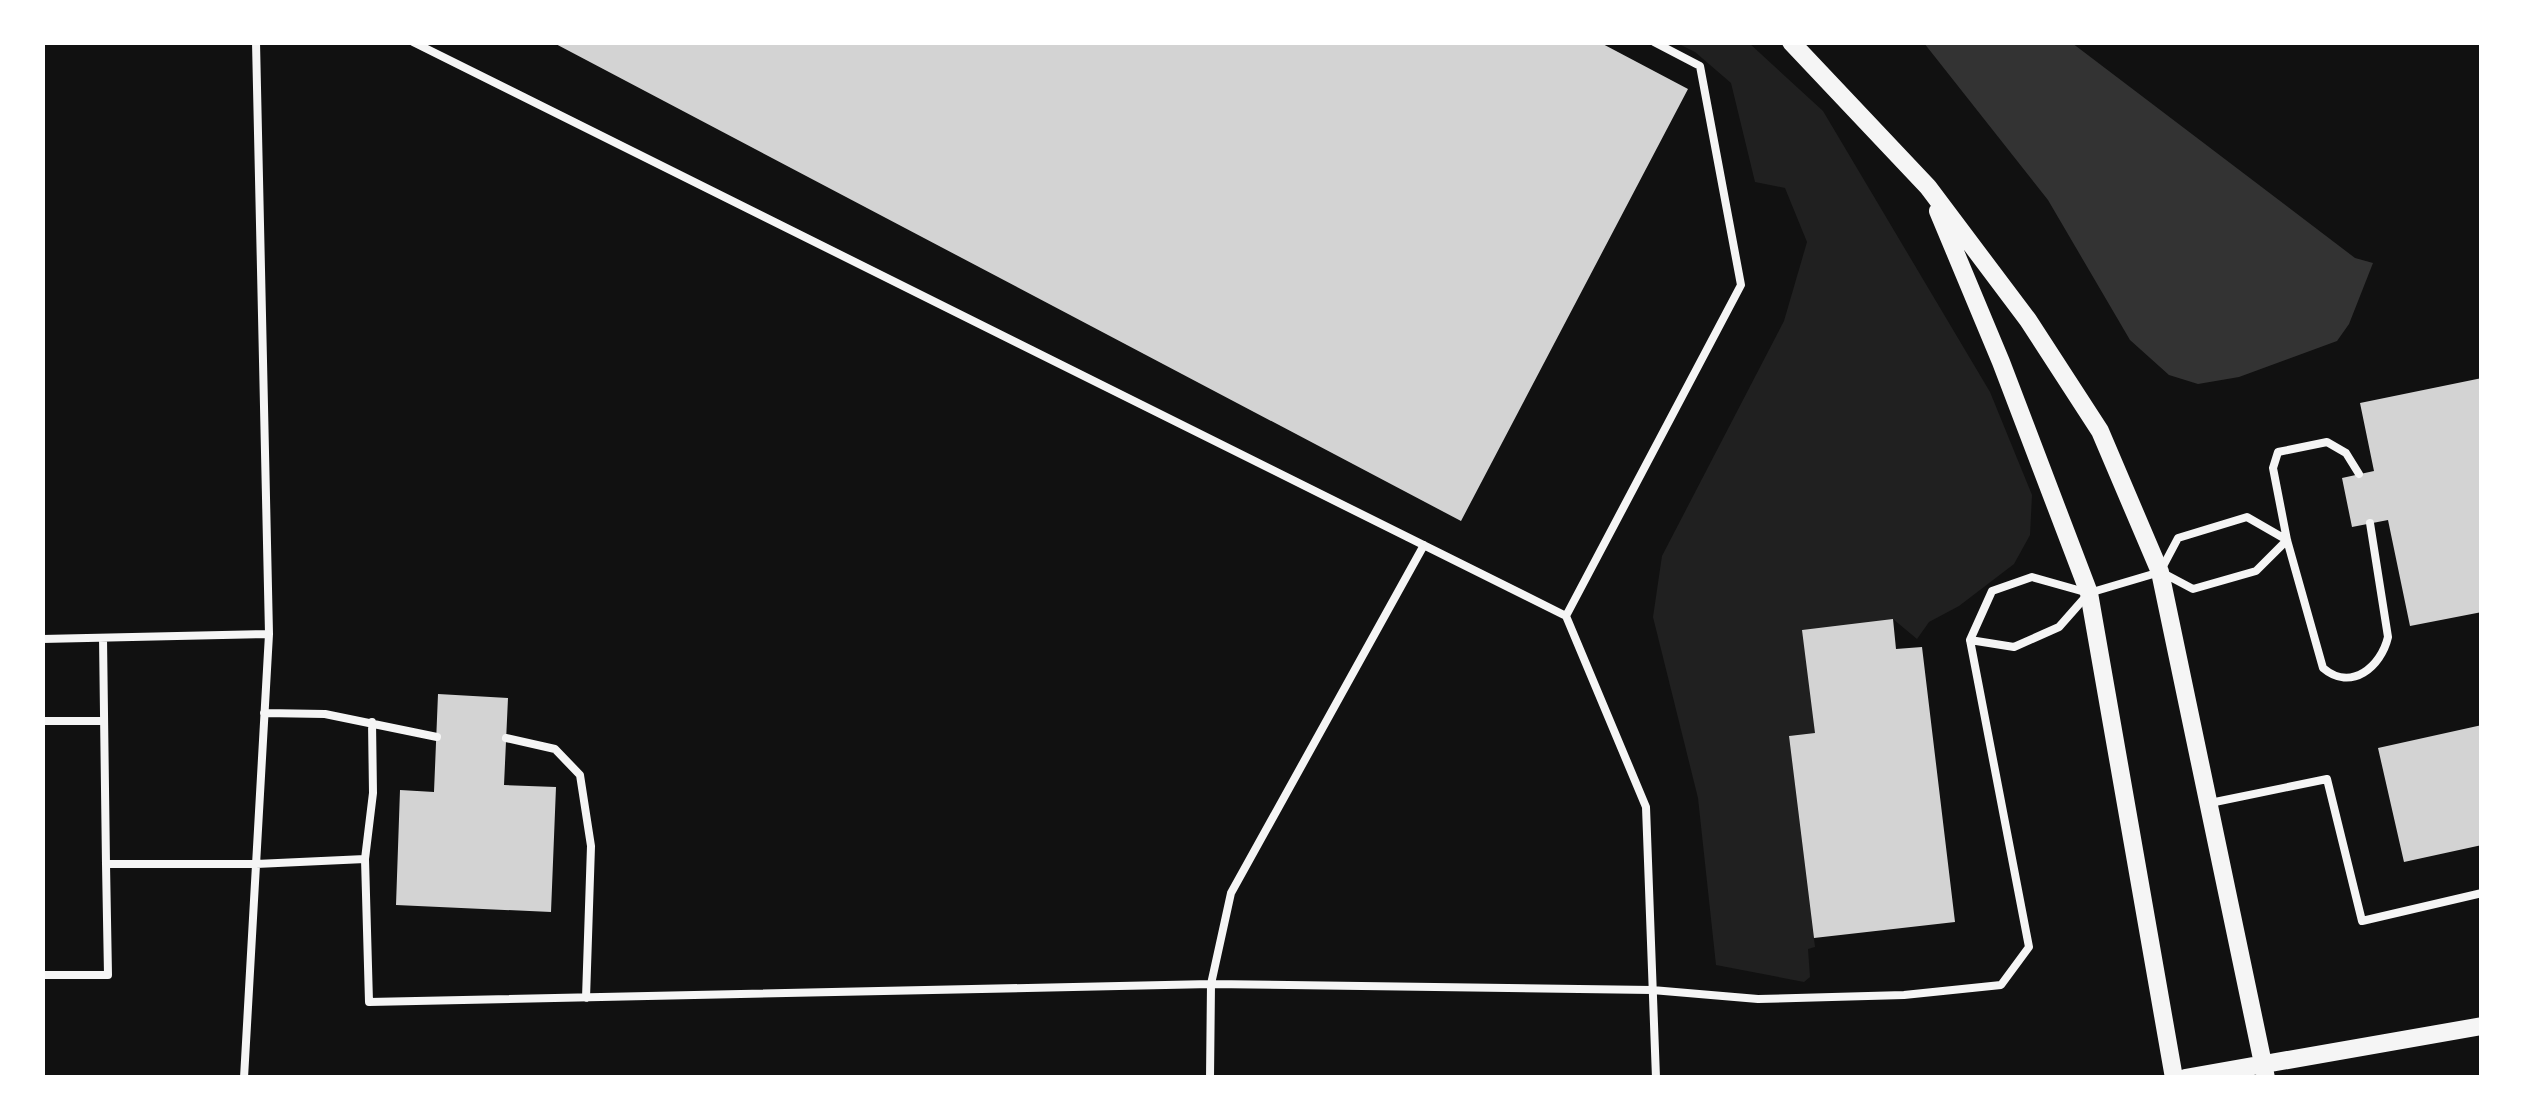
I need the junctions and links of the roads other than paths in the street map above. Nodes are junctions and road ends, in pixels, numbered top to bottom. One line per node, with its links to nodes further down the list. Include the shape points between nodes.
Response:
1 (256, 42): 13 (lane)
2 (412, 42): 9 (lane)
3 (1654, 42): 12 (lane, via 1700,66 1740,284)
4 (1791, 42): 5 (street)
5 (1928, 188): 10 (street, via 2028,320 2100,432); 11 (street)
6 (2358, 474): 8 (lane, via 2346,453 2327,442 2278,452 2272,468)
7 (2370, 523): 8 (lane, via 2388,636 2372,669 2346,679 2323,668)
8 (2287, 540): 10 (lane, via 2256,571 2193,589); 10 (lane, via 2247,517 2178,538)
9 (1424, 546): 12 (lane); 29 (lane, via 1231,893)
10 (2160, 572): 11 (lane); 23 (street)
11 (2089, 593): 16 (lane, via 2059,628 2014,647); 16 (lane, via 2032,578 1992,591); 37 (street)
12 (1566, 616): 30 (lane, via 1646,807)
13 (269, 634): 14 (lane); 17 (lane)
14 (102, 638): 15 (lane); 19 (lane)
15 (42, 640)
16 (1970, 640): 30 (lane, via 2029,947 2001,985 1758,999)
17 (264, 712): 20 (lane); 26 (lane)
18 (42, 721): 19 (lane)
19 (104, 721): 25 (lane)
20 (372, 722): 21 (lane); 24 (lane)
21 (436, 737)
22 (506, 738): 31 (lane, via 554,749 580,775 591,846)
23 (2210, 803): 27 (lane, via 2327,779 2362,922); 33 (street)
24 (365, 859): 26 (lane); 31 (lane, via 369,1002)
25 (106, 864): 26 (lane); 28 (lane, via 108,974)
26 (256, 864): 34 (lane)
27 (2482, 893)
28 (42, 975)
29 (1211, 984): 30 (lane); 31 (lane); 35 (lane)
30 (1652, 990): 36 (lane)
31 (586, 998)
32 (2482, 1026): 33 (street)
33 (2266, 1071): 38 (street)
34 (244, 1078)
35 (1210, 1078)
36 (1656, 1078)
37 (2174, 1078)
38 (2185, 1078)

──────

(Exercise brief) Lines containing the word "street" are to be pulled from the records and copied.

(Solution for this problem)
I need the junctions and links of the roads other than paths in the street map above. Nodes are junctions and road ends, in pixels, numbered top to bottom. One line per node, with its links to nodes further down the list. Include the shape points between nodes.
4 (1791, 42): 5 (street)
5 (1928, 188): 10 (street, via 2028,320 2100,432); 11 (street)
10 (2160, 572): 11 (lane); 23 (street)
11 (2089, 593): 16 (lane, via 2059,628 2014,647); 16 (lane, via 2032,578 1992,591); 37 (street)
23 (2210, 803): 27 (lane, via 2327,779 2362,922); 33 (street)
32 (2482, 1026): 33 (street)
33 (2266, 1071): 38 (street)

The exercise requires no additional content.